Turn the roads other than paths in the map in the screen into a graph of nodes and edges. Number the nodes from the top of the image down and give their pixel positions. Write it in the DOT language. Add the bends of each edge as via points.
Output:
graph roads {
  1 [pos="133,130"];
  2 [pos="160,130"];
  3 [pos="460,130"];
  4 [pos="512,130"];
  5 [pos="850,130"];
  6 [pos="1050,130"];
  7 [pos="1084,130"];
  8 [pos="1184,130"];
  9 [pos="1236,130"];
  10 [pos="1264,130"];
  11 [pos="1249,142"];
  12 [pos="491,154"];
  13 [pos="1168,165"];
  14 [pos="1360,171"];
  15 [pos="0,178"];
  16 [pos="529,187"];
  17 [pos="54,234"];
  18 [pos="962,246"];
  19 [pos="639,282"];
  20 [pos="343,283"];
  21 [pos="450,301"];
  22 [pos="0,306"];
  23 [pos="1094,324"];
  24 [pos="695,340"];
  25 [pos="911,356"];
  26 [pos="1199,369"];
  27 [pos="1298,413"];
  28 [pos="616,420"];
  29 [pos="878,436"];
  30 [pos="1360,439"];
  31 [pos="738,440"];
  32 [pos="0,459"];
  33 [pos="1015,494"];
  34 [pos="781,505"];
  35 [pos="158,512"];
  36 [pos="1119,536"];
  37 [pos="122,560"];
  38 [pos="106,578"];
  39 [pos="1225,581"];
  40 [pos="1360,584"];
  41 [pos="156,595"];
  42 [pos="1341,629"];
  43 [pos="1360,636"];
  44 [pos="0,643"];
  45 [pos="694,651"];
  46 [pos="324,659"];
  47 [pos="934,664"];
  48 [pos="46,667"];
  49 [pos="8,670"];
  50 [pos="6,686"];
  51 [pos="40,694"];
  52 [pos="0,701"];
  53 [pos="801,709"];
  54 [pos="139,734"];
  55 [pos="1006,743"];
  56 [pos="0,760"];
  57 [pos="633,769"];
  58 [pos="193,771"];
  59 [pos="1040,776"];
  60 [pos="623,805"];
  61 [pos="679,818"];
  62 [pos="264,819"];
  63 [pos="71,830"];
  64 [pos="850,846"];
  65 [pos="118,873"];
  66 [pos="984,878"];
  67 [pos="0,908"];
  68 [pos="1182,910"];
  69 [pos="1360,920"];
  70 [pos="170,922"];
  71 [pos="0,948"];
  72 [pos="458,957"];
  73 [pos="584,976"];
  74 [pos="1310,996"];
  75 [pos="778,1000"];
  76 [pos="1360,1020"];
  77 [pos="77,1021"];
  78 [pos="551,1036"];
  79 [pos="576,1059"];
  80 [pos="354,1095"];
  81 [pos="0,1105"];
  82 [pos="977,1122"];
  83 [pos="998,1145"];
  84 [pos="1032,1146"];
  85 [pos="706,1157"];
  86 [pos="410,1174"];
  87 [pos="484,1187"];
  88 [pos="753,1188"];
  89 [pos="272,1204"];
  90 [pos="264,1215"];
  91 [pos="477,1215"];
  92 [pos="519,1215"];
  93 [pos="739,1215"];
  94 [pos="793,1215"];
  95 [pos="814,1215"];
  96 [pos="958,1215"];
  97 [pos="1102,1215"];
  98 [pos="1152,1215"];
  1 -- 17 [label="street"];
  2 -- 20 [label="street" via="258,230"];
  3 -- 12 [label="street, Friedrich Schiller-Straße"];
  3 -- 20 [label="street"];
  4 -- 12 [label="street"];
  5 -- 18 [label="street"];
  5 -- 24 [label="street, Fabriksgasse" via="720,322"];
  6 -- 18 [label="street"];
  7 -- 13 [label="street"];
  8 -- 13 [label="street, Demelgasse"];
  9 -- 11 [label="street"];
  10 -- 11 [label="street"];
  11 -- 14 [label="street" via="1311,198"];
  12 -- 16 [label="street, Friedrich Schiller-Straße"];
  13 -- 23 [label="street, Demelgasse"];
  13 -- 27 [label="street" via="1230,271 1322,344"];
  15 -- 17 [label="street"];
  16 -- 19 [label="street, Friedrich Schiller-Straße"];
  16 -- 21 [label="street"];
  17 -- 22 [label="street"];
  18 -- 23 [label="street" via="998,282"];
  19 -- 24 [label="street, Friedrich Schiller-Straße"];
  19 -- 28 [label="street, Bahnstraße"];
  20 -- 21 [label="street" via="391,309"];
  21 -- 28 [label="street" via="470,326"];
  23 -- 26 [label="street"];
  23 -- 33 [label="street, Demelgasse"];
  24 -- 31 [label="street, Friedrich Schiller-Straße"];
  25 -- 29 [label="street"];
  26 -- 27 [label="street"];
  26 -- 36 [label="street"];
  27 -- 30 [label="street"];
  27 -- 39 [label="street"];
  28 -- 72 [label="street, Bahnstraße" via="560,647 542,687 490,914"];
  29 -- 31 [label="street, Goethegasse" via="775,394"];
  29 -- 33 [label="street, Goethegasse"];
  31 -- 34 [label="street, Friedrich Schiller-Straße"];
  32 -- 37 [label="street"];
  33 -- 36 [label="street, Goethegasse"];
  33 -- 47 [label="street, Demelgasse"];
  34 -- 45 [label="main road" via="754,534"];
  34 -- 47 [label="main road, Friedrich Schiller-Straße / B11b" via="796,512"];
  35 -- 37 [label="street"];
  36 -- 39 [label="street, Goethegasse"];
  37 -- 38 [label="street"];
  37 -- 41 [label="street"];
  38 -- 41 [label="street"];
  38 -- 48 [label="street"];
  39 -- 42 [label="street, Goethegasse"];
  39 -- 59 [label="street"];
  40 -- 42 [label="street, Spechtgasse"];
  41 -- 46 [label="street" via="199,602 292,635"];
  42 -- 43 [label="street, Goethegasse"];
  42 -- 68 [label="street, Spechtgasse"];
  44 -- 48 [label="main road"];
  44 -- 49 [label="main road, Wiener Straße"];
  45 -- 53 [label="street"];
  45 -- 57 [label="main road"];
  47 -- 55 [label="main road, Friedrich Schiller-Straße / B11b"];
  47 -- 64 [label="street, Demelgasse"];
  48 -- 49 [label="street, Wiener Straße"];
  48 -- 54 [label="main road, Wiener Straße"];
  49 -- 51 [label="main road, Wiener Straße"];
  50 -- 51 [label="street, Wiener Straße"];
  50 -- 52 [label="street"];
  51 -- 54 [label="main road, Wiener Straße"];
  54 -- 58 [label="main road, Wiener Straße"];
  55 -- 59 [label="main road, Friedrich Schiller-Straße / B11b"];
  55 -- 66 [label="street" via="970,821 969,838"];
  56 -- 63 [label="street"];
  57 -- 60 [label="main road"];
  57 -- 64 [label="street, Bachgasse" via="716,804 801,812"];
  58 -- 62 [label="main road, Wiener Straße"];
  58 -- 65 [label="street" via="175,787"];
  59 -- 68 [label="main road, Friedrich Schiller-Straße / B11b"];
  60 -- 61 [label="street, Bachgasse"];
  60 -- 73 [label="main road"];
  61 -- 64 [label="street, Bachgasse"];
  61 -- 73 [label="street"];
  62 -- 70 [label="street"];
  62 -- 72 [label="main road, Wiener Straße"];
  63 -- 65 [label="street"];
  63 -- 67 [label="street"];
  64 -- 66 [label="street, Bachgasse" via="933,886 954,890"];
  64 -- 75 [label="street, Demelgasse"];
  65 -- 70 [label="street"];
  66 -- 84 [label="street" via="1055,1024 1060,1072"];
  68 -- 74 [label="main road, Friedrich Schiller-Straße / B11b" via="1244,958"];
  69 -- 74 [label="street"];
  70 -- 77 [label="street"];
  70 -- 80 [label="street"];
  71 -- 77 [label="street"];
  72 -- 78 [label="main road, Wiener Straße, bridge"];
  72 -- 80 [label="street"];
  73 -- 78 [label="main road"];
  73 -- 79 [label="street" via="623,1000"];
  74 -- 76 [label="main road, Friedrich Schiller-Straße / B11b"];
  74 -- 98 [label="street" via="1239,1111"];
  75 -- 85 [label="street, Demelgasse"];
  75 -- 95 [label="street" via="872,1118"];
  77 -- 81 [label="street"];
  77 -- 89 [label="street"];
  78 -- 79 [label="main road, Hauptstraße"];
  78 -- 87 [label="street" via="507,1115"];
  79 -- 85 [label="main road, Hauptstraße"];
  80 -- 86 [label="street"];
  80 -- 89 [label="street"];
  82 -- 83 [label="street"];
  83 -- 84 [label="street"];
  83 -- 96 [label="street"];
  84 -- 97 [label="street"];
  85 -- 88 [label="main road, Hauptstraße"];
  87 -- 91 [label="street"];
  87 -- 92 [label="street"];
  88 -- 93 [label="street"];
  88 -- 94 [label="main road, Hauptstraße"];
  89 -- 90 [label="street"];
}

■ ■ ■ ■ ■

If a line in the material holds "Goethegasse", copy it.

→ RESULT OF THIS TASK:
  29 -- 31 [label="street, Goethegasse" via="775,394"];
  29 -- 33 [label="street, Goethegasse"];
  33 -- 36 [label="street, Goethegasse"];
  36 -- 39 [label="street, Goethegasse"];
  39 -- 42 [label="street, Goethegasse"];
  42 -- 43 [label="street, Goethegasse"];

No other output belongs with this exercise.